At times, however, the covert recorder risks unintentionally but directly involving the child in the proceedings: whether by virtue of them needing to be represented by a Guardian; informed of matters; or even, in more extreme instances, required to give evidence - inevitably triggering Re W considerations.  Where a parent questions a child as to events in order to adduce an account, they risk contaminating or undermining any other probative evidence to the extent that it becomes unreliable to the extent that the allegation may no longer be capable of being proved.

How a practitioner should respond? 

In short, with great care!  It is important for legal practitioners to be clear about what has been recorded, how and why; what it is purported to evidence; what evidential value it actually offers, including evidence against the interests of the parent making the recording; and how to then to proceed with any attempt to adduce it into evidence.  Cafcass advise their FCAs not to listen to/watch any such material until it has been formally adduced into evidence.  Very significant caution and care are required if the recordings include intimate images - considered in detail by Mrs Justice Knowles in Re M (Case Management: Intimate Images) [2022] EWHC 986 (Fam). 

Case management

The result of all of this is that Courts are spending much increased amounts of time determining the relevance, admissibility and weight of covert recordings.  Whilst recording is now relatively easy, the task of determining whether recordings should be allowed and the weight that should be attached to them is much more difficult. 

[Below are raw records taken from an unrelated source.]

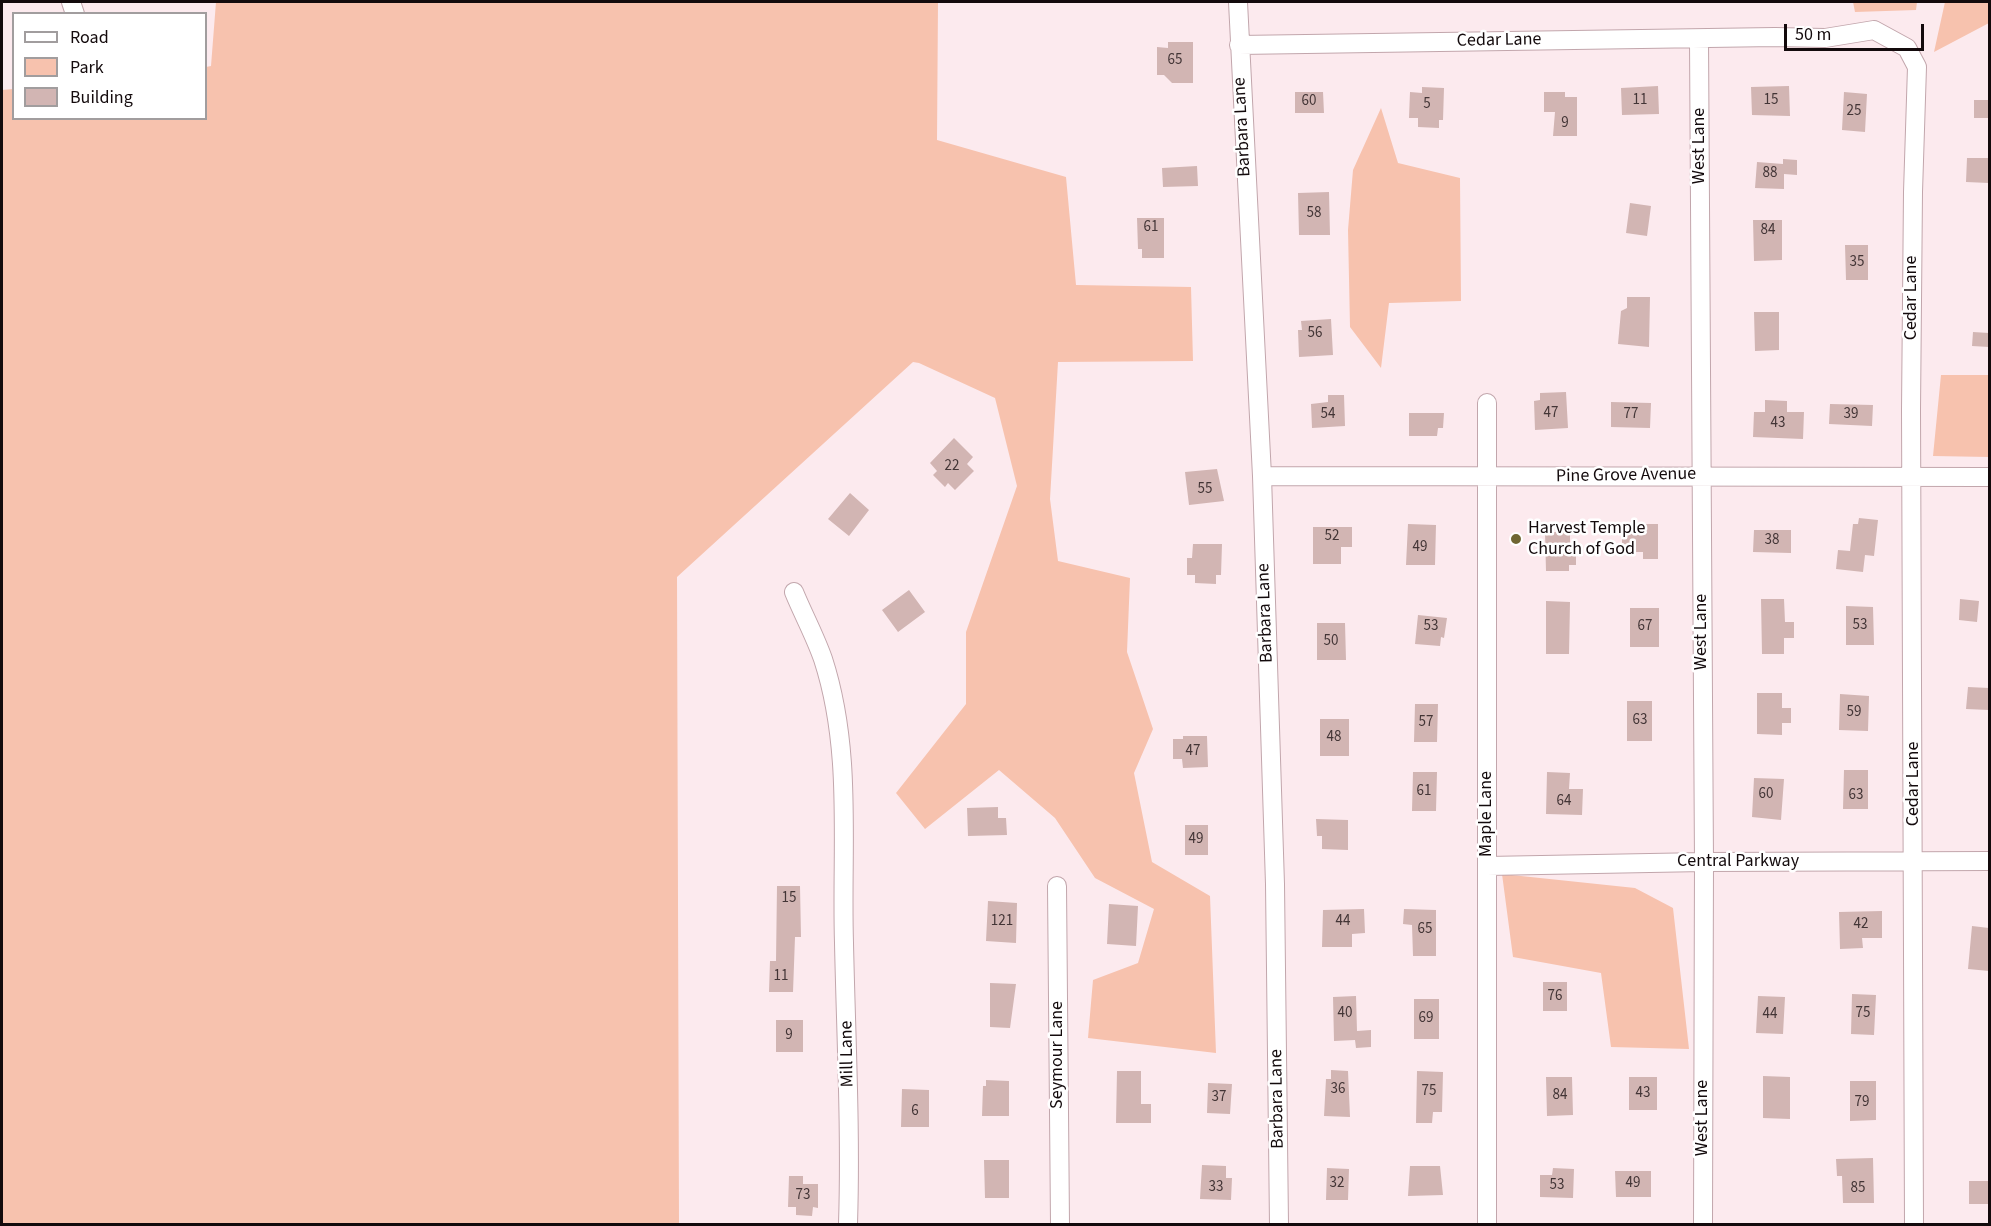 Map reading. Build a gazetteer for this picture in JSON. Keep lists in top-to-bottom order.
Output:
{
  "streets": {
    "street": [
      "Cedar Lane",
      "Barbara Lane",
      "West Lane",
      "Pine Grove Avenue",
      "Maple Lane",
      "Central Parkway",
      "Mill Lane",
      "Seymour Lane"
    ]
  },
  "crossings": [
    ["Cedar Lane", "Barbara Lane"],
    ["Cedar Lane", "West Lane"],
    ["Cedar Lane", "Pine Grove Avenue"],
    ["Cedar Lane", "Central Parkway"],
    ["Barbara Lane", "Pine Grove Avenue"],
    ["West Lane", "Pine Grove Avenue"],
    ["West Lane", "Central Parkway"],
    ["Pine Grove Avenue", "Maple Lane"],
    ["Maple Lane", "Central Parkway"]
  ],
  "places": ["Harvest Temple Church of God"],
  "house_numbers": [
    "65",
    "11",
    "15",
    "60",
    "5",
    "25",
    "9",
    "88",
    "58",
    "61",
    "84",
    "35",
    "56",
    "47",
    "54",
    "77",
    "39",
    "43",
    "22",
    "55",
    "52",
    "38",
    "49",
    "53",
    "53",
    "67",
    "50",
    "59",
    "63",
    "57",
    "48",
    "47",
    "61",
    "60",
    "63",
    "64",
    "49",
    "15",
    "121",
    "44",
    "42",
    "65",
    "11",
    "76",
    "40",
    "75",
    "44",
    "69",
    "9",
    "36",
    "75",
    "43",
    "84",
    "37",
    "79",
    "6",
    "32",
    "49",
    "53",
    "33",
    "85",
    "73"
  ],
  "legend": ["Road", "Park", "Building"],
  "scale_bar": "50 m"
}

Unsurprisingly, any issue relating to a covert recording should be raised and grappled with at the earliest opportunity - by way of a formal C2 application made on notice to the other party(/ies) setting out the nature, method and relevance of the recording and why it was obtained covertly. 

The test for deciding “relevance” has been succinctly expressed as being “logically probative or disprobative of some matter which requires proof” in Director of Public Prosecutions v Kilbourne [1973] 1 All ER 440.

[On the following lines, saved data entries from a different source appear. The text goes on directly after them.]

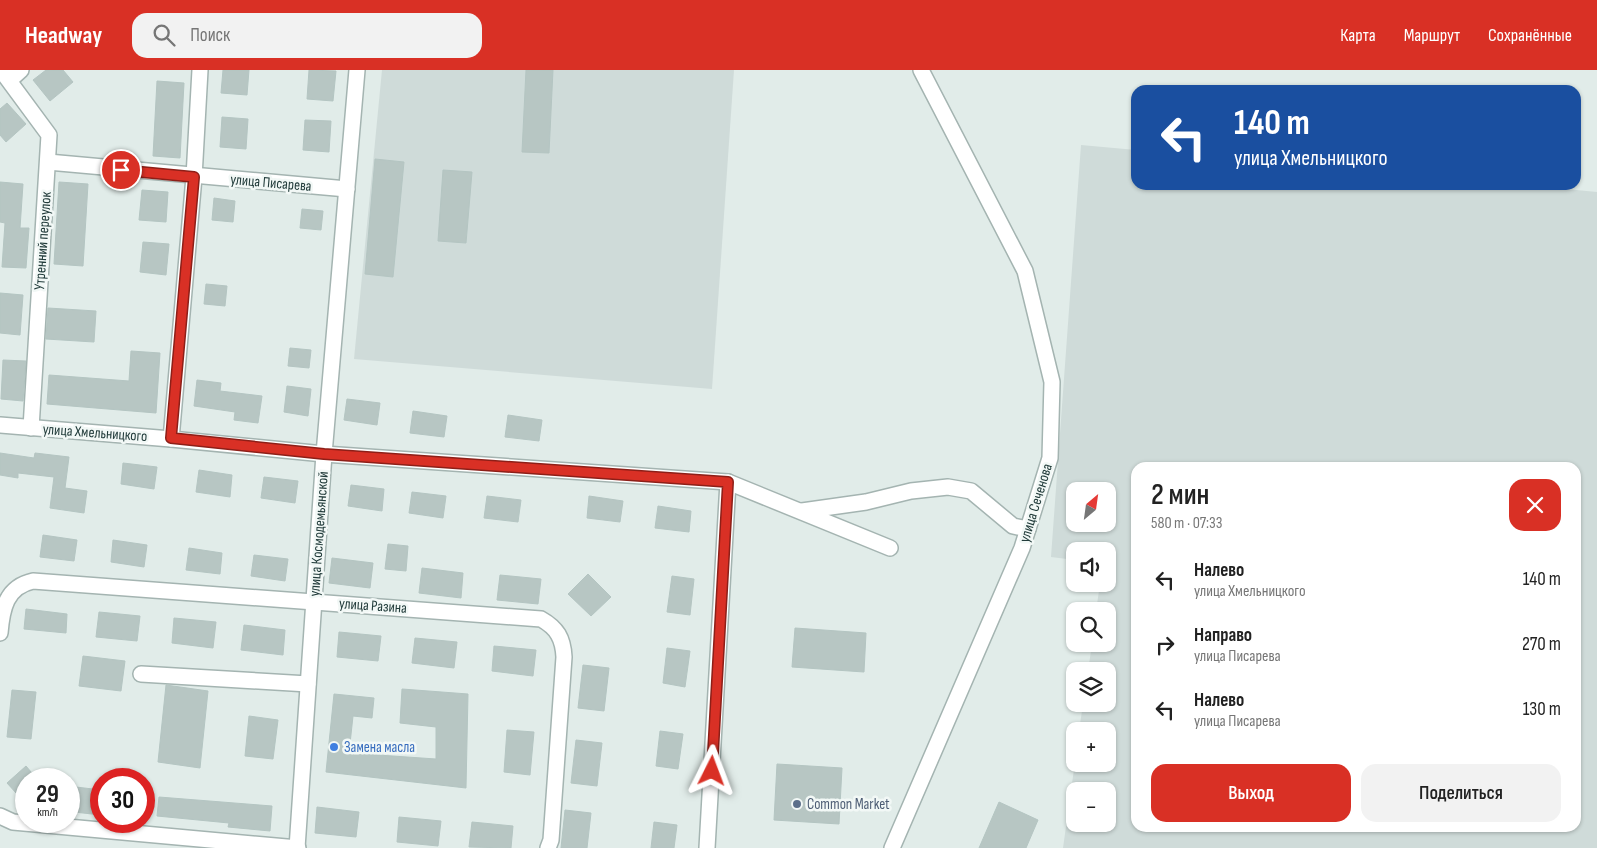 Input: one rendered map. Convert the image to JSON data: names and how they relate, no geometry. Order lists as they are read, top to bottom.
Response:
{
  "streets": {
    "street": [
      "улица Писарева",
      "Утренний переулок",
      "улица Хмельницкого",
      "улица Сеченова",
      "улица Космодемьянской",
      "улица Разина"
    ]
  },
  "crossings": [
    ["улица Писарева", "Утренний переулок"],
    ["улица Писарева", "улица Космодемьянской"],
    ["Утренний переулок", "улица Хмельницкого"],
    ["улица Хмельницкого", "улица Космодемьянской"],
    ["улица Космодемьянской", "улица Разина"]
  ],
  "places": ["Замена масла", "Common Market"],
  "north": "top right",
  "page": {
    "header": "Headway",
    "search": "Поиск",
    "nav": ["Карта", "Маршрут", "Сохранённые"],
    "turn": ["140 m", "улица Хмельницкого"],
    "heading": ["2 мин", "580 m · 07:33"],
    "map_buttons": ["+", "−"],
    "list": [
      {
        "name": "Налево",
        "note": "улица Хмельницкого",
        "value": "140 m"
      },
      {
        "name": "Направо",
        "note": "улица Писарева",
        "value": "270 m"
      },
      {
        "name": "Налево",
        "note": "улица Писарева",
        "value": "130 m"
      }
    ],
    "buttons": ["Выход", "Поделиться"],
    "speed": "29 km/h",
    "limit": "30"
  }
} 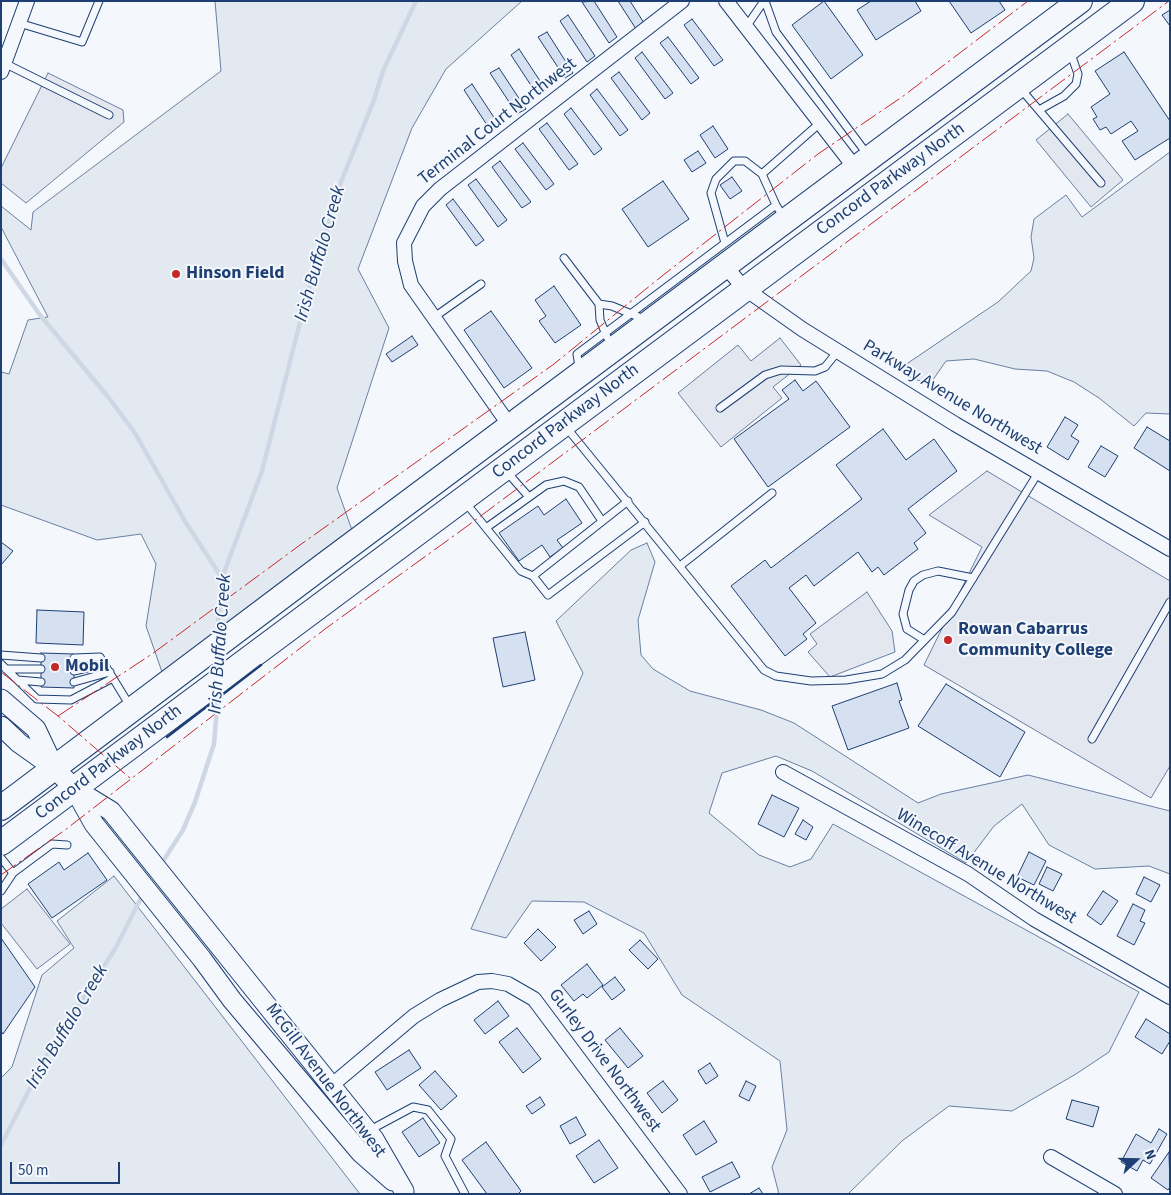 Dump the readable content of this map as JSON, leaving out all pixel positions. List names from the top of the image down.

Once satisfied of relevance the suggested probative value should be established, alongside the scope and authenticity of the recording; its integrity and the extent to which its accuracy can be ascertained.  In some instances Part 25 forensic interrogation may be required, if necessary and proportionate. 

At the case management stage the Court will need to consider the method of disclosure to other parties; ensure full information, including about authenticity, is available; consider the probative value of the evidence; the implications for the welfare of the parties and child/ren; and any consequential costs (for example of transcribing, interrogating etc) involved in adducing a recording. 

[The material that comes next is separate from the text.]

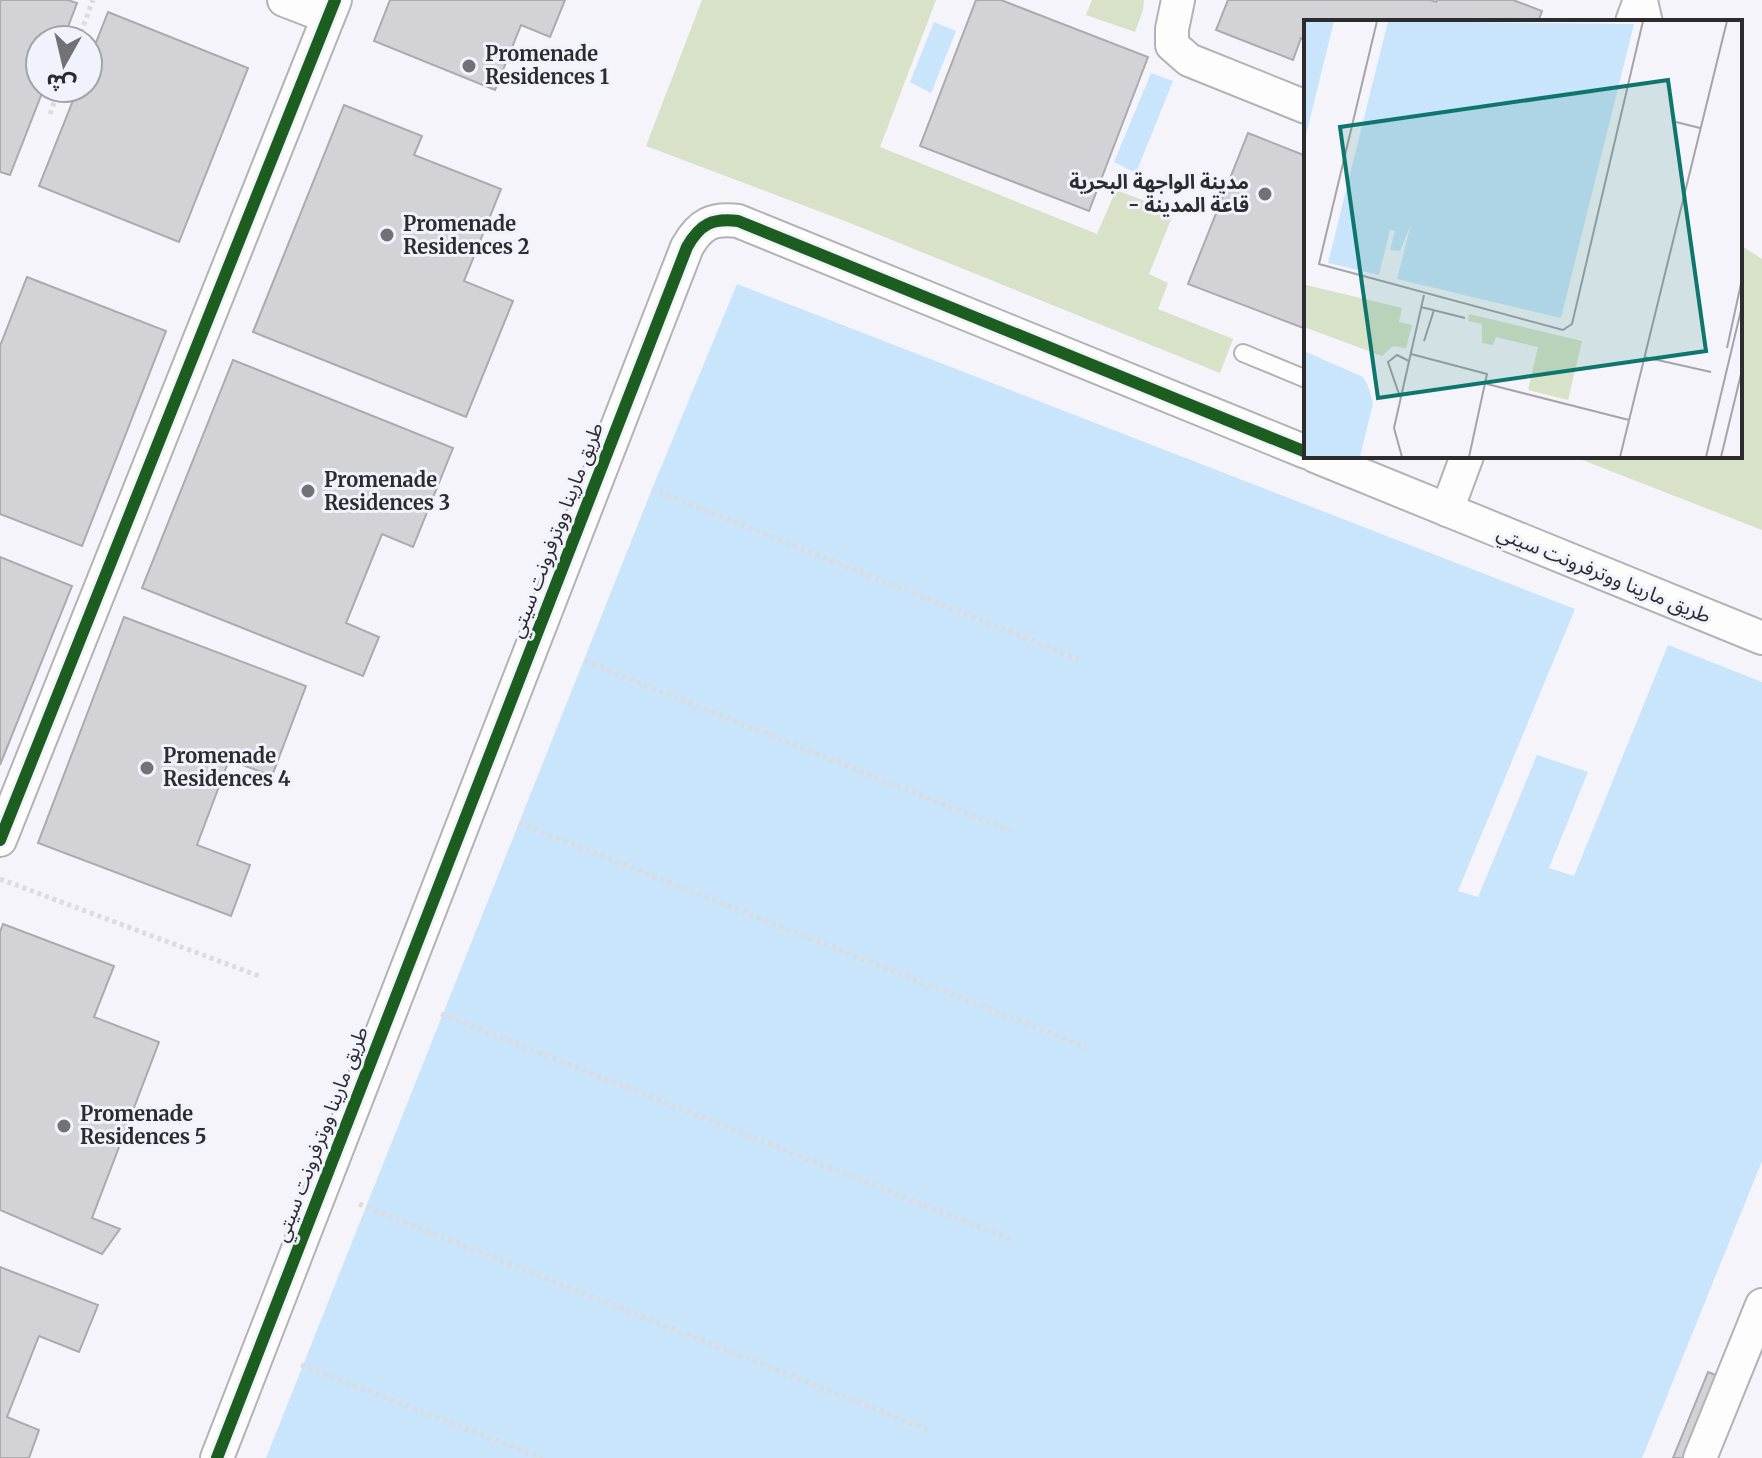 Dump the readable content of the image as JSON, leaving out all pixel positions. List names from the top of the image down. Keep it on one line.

Covert recordings will almost always be hearsay evidence by their very nature, unless the only asserted probative value is the existence of the recording itself.  The Court will need to determine that it is “evidence given in connection with the upbringing, maintenance or welfare of a child” in accordance with the Children (Admissibility of Hearsay Evidence) Order 1993 in order for the rule against hearsay evidence to not apply.

Once admitted into evidence, it is for the Court to determine the weight that can be attached to such a recording, considering questions such as: whether it would have been reasonable and practical for the party adducing the evidence to have produced the original maker as a witness, the contemporaneity of the statement with the occurrence or existence of matters, the extent of the hearsay, the motive/authenticity, integrity and the context.

Does the guidance tell us anything new?

Probably not.  It consists of common sense and well established principles, but it serves as a helpful reminder of the risks involved in seeking to gain an evidential advantage, and provides food for thought about the potential benefits in specific scenarios, particularly when professionals are involved, of agreed overt recording. 

If, in time, it leads to further guidance from a professional body, all the better.

Annie Sayers is a barrister at Deans Court Chambers.